Monday, January 9, 2012

Talent Don't Cut It

I recently read over at Natalie Whipple's about when you're bad at something, and I wanted to deal with the flip of that situation: when you've got a natural talent.

I have a talent for foreign languages.

In my early years of secondary school (11-14), I was not a big fan of foreign languages. It was just another thing that the oppressive school system made teenagers struggle through. In fact, I was so opposed to languages that I dropped Spanish at the first opportunity.

Then I went to Martinique, a French Caribbean island. Suddenly French was not just conjugations. It was Montagne Pelee, and beaches at St. Anne. It was poutine and chi chi. It was reggae by Ruffneg and pop by Vanessa Paradis. It was hilarious tales of discovering that last night's dinner -lambi- was actually conch. It was my friends Glawdys, Ingrid, Cecil, Cindy, Thierry and Stefan. It was a living breathing thing. What I couldn't make heads or tails of before, suddenly turned into something so elemental that I soaked it up just by walking through it, like perfume sprayed into the air.

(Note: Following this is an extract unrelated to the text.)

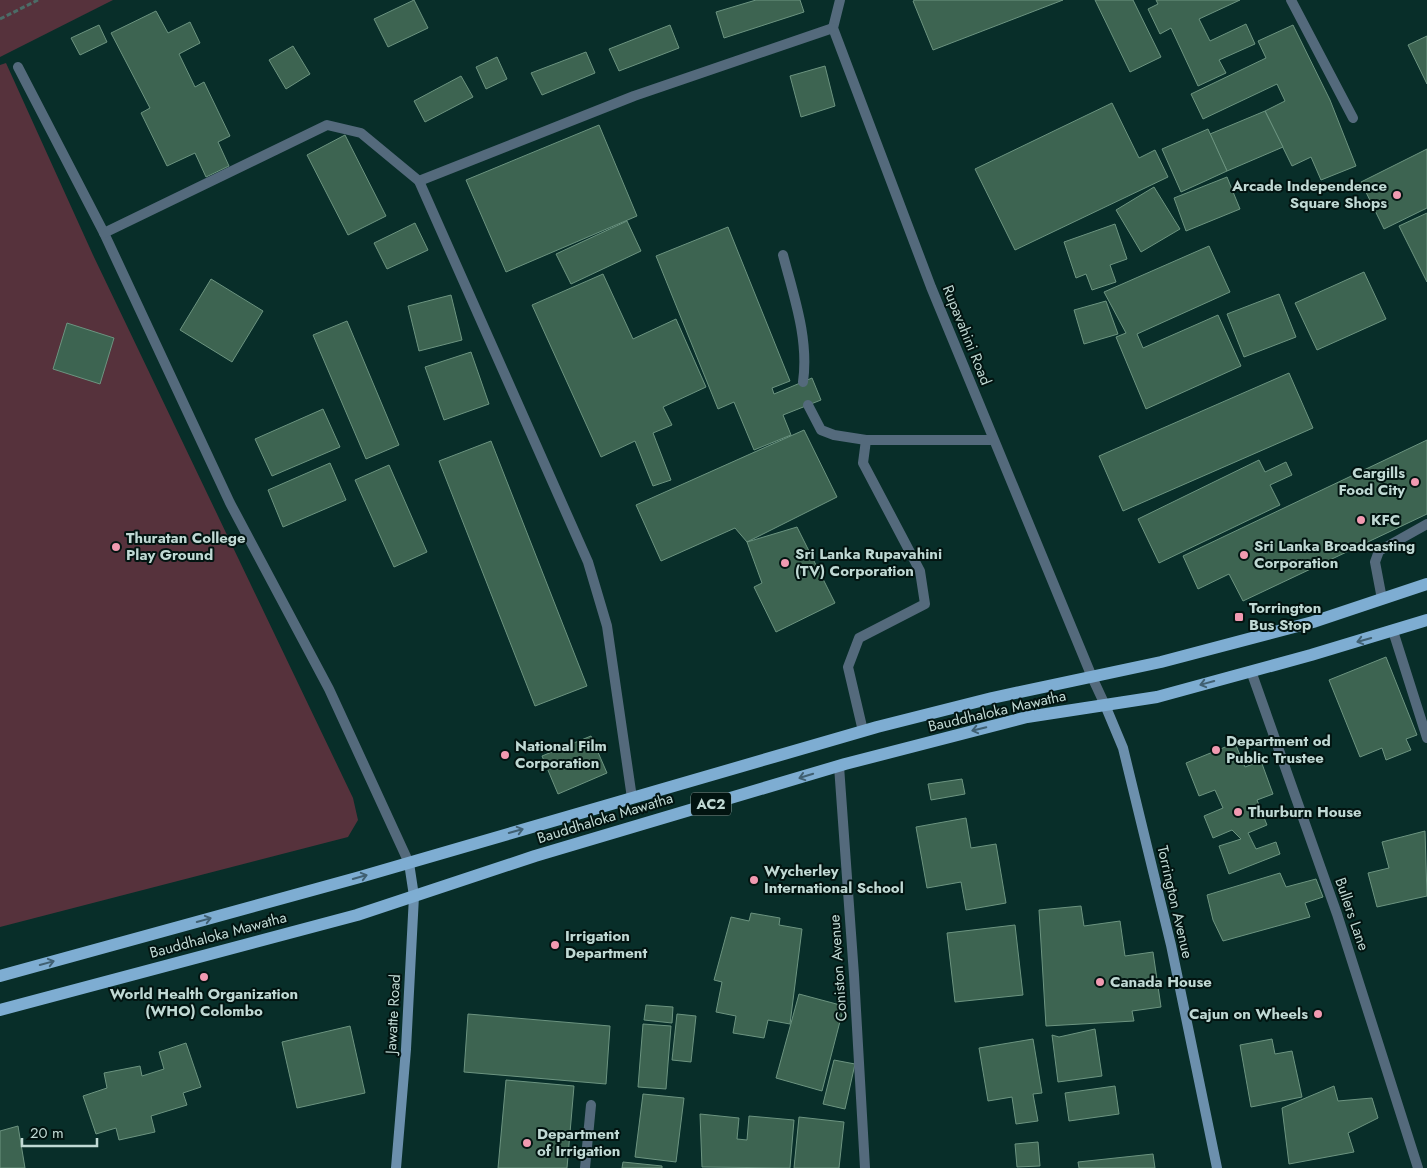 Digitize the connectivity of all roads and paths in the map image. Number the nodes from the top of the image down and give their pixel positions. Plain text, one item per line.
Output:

I ended up studying French for 11 years, all the way up to the end of university. I also picked Spanish back up. Then I did Italian for lack of a Japanese course. And then of course, I moved to Japan, and it became fairly neccessary to speak some sort of Japanese. Every time I start out with a new language, a certain basic bit of it just flows into me. That's talent.

But talent isn't the only thing.

Think of the story of the hare and the tortoise. The hare has a natural talent for moving quickly. The tortoise, sadly, does not. On talent alone, the hare wins the race, any way you slice it. But hard work, practice, and determination can overcome a lack of talent.

And just because you're talented doesn't mean you can breeze through. I recently watched a clip where Beyonce joked that she's a workaholic who doesn't know how to take a day off. Now when we think Beyonce, we probably don't think workaholic. We might think, "Dang, if I had vocal cords like that!" But it just goes to show, talent isn't everything.

Back to my languages, I don't really work at them. (Except Japanese- an absolute demon to learn as a native English-speaker.)  I can walk into France or Spain or Italy, and get by just fine. I can buy food, and find the places I want to go to, and even make friends with whom to discuss lofty topics like the last Harry Potter movie. But I know that I don't quite speak at the right level of politeness (especially in Japanese), that I make the occasional grammatical mistake and sometimes my vocabulary is missing a word that I need. I'm not "interpreter-level." I could get there, with some work. I just choose not to.

The point of this epic is this: don't rest on your laurels. You can get pretty far on talent alone. Heck, if you're talented enough, you might even be able to play with the big kids. But you won't ever live up to your real potential without putting in the work. Decide what's worth it, which things you really want to go for, and GO for them.

'Cuz talent alone? Just don't cut it!

S'Monday. That's what's on my mind.


jbchicoine said...

Language is such an amazing talent, especially now that we live in a world where across the globe is practically in out backyard. I took French for 4 years and sadly, retained very little of it. If I had worked harder (since I didn't have talent), perhaps I wouldn't have to rely on Google Translate now...

KO: The Insect Collector said...

What a thoughtful post Claire. So, so true. I think sometimes when we're naturally good at something we can take it for granted, but when we lack a natural talent we work harder.

Anonymous said...

In my case, what I truly love and my natural talents don't coincide at all. Never have. I studied languages at university out of laziness, because I was good at it, but after four years and graduation, I couldn't find the courage to go on with it... Because I lacked a genuine passion for it. And a BA level in languages gives nothing whatsoever in terms of work opportunities, only some general culture and communication skills. It's ironical that I could give up on studying languages just when it could have started to be useful, but that's the crappy thing with talent: you don't get to choose it. So there's no reason why you should especially like it.

What languages gave me was the confidence to move abroad and the ability to find employment which they wouldn't have given a foreigner who didn't speak the local language. A great experience, but by no means a career.